Onstage, the set was assembled as a massive cavern: a splendid and gloomy scene painted upon flats, paper mache sculpted into the jagged teeth and rising columns of underground formations. These are the impediments to the path of the Songmaid as she wanders sightless and frightened in search of her lover the musician lost within their depths. It is her turn as the savior in this drama of music.
Scheimann‘s breath grew still, as if aware that all might be lost if the audience did not appreciate this scene. There was yet time to fail; and he was a man who knew how easily the final failure of one's endeavors may come.

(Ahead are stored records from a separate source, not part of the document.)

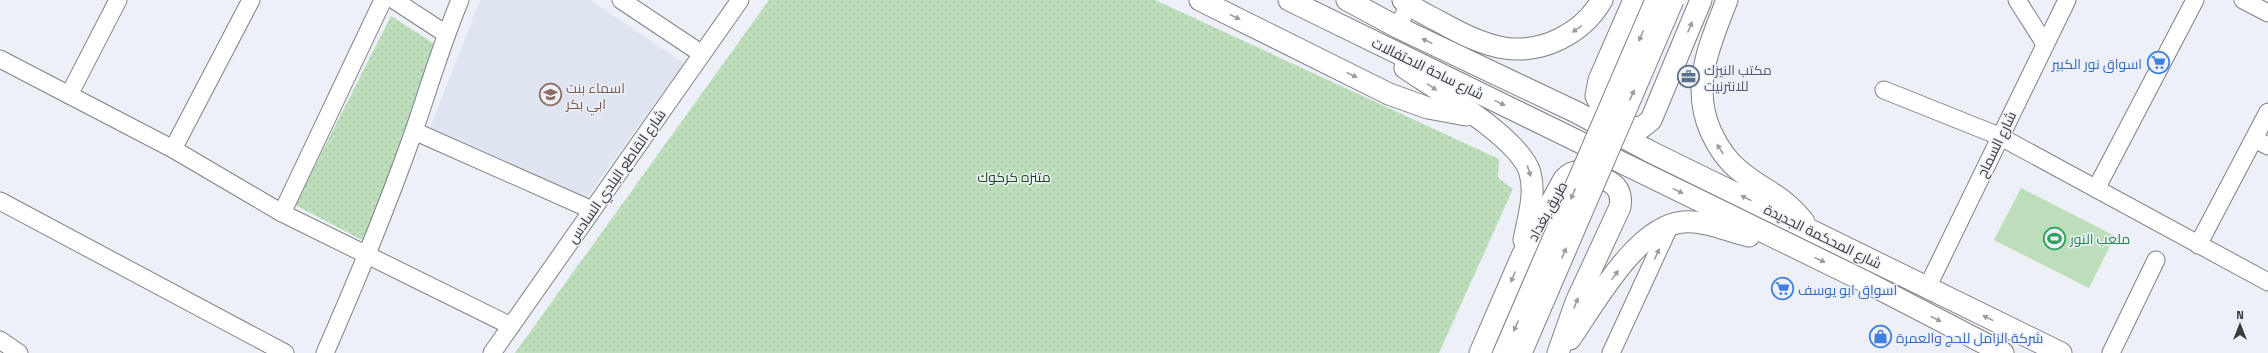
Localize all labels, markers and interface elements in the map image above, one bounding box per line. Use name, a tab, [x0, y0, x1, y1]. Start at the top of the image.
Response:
one-way arrow	[1229, 14, 1241, 20]
one-way arrow	[1687, 20, 1693, 32]
one-way arrow	[1572, 25, 1582, 33]
one-way arrow	[1638, 30, 1644, 41]
street label: شارع ساحة الاحتفالات	[1368, 32, 1488, 104]
one-way arrow	[1421, 38, 1432, 44]
supermarket icon: اسواق نور الكبير	[2145, 50, 2171, 76]
place label: اسواق نور الكبير	[2051, 53, 2142, 74]
place label: مكتب النيزك للانترنيت	[1704, 59, 1772, 96]
office icon: مكتب النيزك للانترنيت	[1675, 64, 1701, 90]
one-way arrow	[1346, 72, 1357, 78]
place label: اسماء بنت ابي بكر	[565, 77, 625, 116]
school or university icon: اسماء بنت ابي بكر	[538, 82, 564, 108]
one-way arrow	[1427, 83, 1437, 91]
one-way arrow	[1629, 89, 1635, 101]
one-way arrow	[1494, 100, 1505, 106]
street label: شارع القاطع البلدي السادس	[562, 105, 672, 249]
street label: شارع السماح	[1971, 107, 2021, 181]
one-way arrow	[1716, 144, 1724, 154]
one-way arrow	[1526, 165, 1532, 177]
park label: متنزه كركوك	[977, 166, 1051, 187]
street label: طريق بغداد	[1522, 177, 1572, 245]
one-way arrow	[1569, 188, 1575, 200]
one-way arrow	[1672, 188, 1684, 194]
one-way arrow	[1740, 195, 1752, 201]
street label: شارع المحكمة الجديدة	[1761, 198, 1885, 274]
sports icon: ملعب النور	[2042, 225, 2068, 251]
place label: ملعب النور	[2069, 228, 2130, 249]
one-way arrow	[1561, 247, 1567, 259]
one-way arrow	[1654, 247, 1660, 259]
one-way arrow	[1814, 257, 1826, 263]
one-way arrow	[1611, 270, 1619, 280]
one-way arrow	[1510, 272, 1516, 283]
supermarket icon: اسواق ابو يوسف	[1770, 276, 1796, 302]
place label: اسواق ابو يوسف	[1798, 279, 1897, 300]
one-way arrow	[1573, 297, 1579, 309]
north arrow	[2220, 305, 2260, 345]
text: N	[2236, 307, 2244, 323]
one-way arrow	[1930, 315, 1942, 322]
one-way arrow	[1982, 315, 1994, 321]
one-way arrow	[1512, 320, 1518, 332]
shop icon: شركة الزامل للحج والعمرة	[1868, 324, 1894, 350]
place label: شركة الزامل للحج والعمرة	[1896, 327, 2043, 348]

Allera’s final performance began in the same manner as the first, with the trembling tones of "The Songmaid's Lament.” Scheimann had altered the words to reflect the Songmaid's fears that her friend would cast himself forever into the darkness from whence he rescued her.
There was no true echo of a cave, although the soprano endeavored to meet her composer's demands that her voice ring clearly and loudly as the Songmaid's emotions deepened. No amount of stage trickery or manner of projection could fool the audience into believing her voice truly echoed through a vast cavern; yet, they seemed to believe it without these things, as evidenced by the intent nature of the listeners from gallery to humble floor seat as her voice reached its
crescendo.
When her lover, kneeling at the edge of the cavern's pit, hears her, the song becomes a duet. His voice faint, then growing stronger with the lines of hope. As the song draws them together, they find each other in the darkness. An embrace with their final joyous chorus, the cue for the stagehands to reflect the shaft of light below: to the composer’s imagination, the light of the world above the underground cathedral, the lovers’ release from darkness and despair.
The audience did not wait for the song’s final notes to die away. Applause built swiftly, until it consumed the theater with passion. Long and thunderous it came, so that this time, Scheimann’s eyes sank closed with the sound.
This moment, at least, was what he had wished, what he had envisioned. The appreciation could be second only to his satisfaction with the performance. A satisfaction which softened the composer's countenance ever so slightly as he stood alone in the shadows of the theater’s wings.
Onstage, his performers took their bows, hands joined and costumes all the more vivid for the closeness of the lights along the edge of the stage as they basked in this appreciation for their efforts.
"It is a success, Scheimann," said Bochsa, who had appeared in the wings from out of nowhere it seemed to clasp the composer’s hand heartily. "You hear them, they’re astounded by your talents. Go and bow with your Songmaid, so they know who crafted her anthem."
"I have no wish to be seen," answered the composer, gently. "Let them have this moment." He remained in place, listening to the triumph of his opera from a distance as Bochsa resumed his role in receiving hearty congratulations and of celebrating the success of this evening.
When Scheimann turned to make his way from this point of observation, he became aware that another person was present behind him. A woman in a gold gown, her fan folded against her as she gazed upon him.
How she had come to be there, he could not imagine; how she had found him, he didn’t know, unless she had slipped from her box to bribe someone to bring her to this spot. To see her before him but a moment after the opera was the curse of the artist's apparition, the ghost which haunted his composition unconsciously in its labored hours. It melted away the light of his triumph, as if the sounds of applause died entirely from his hearing with this moment.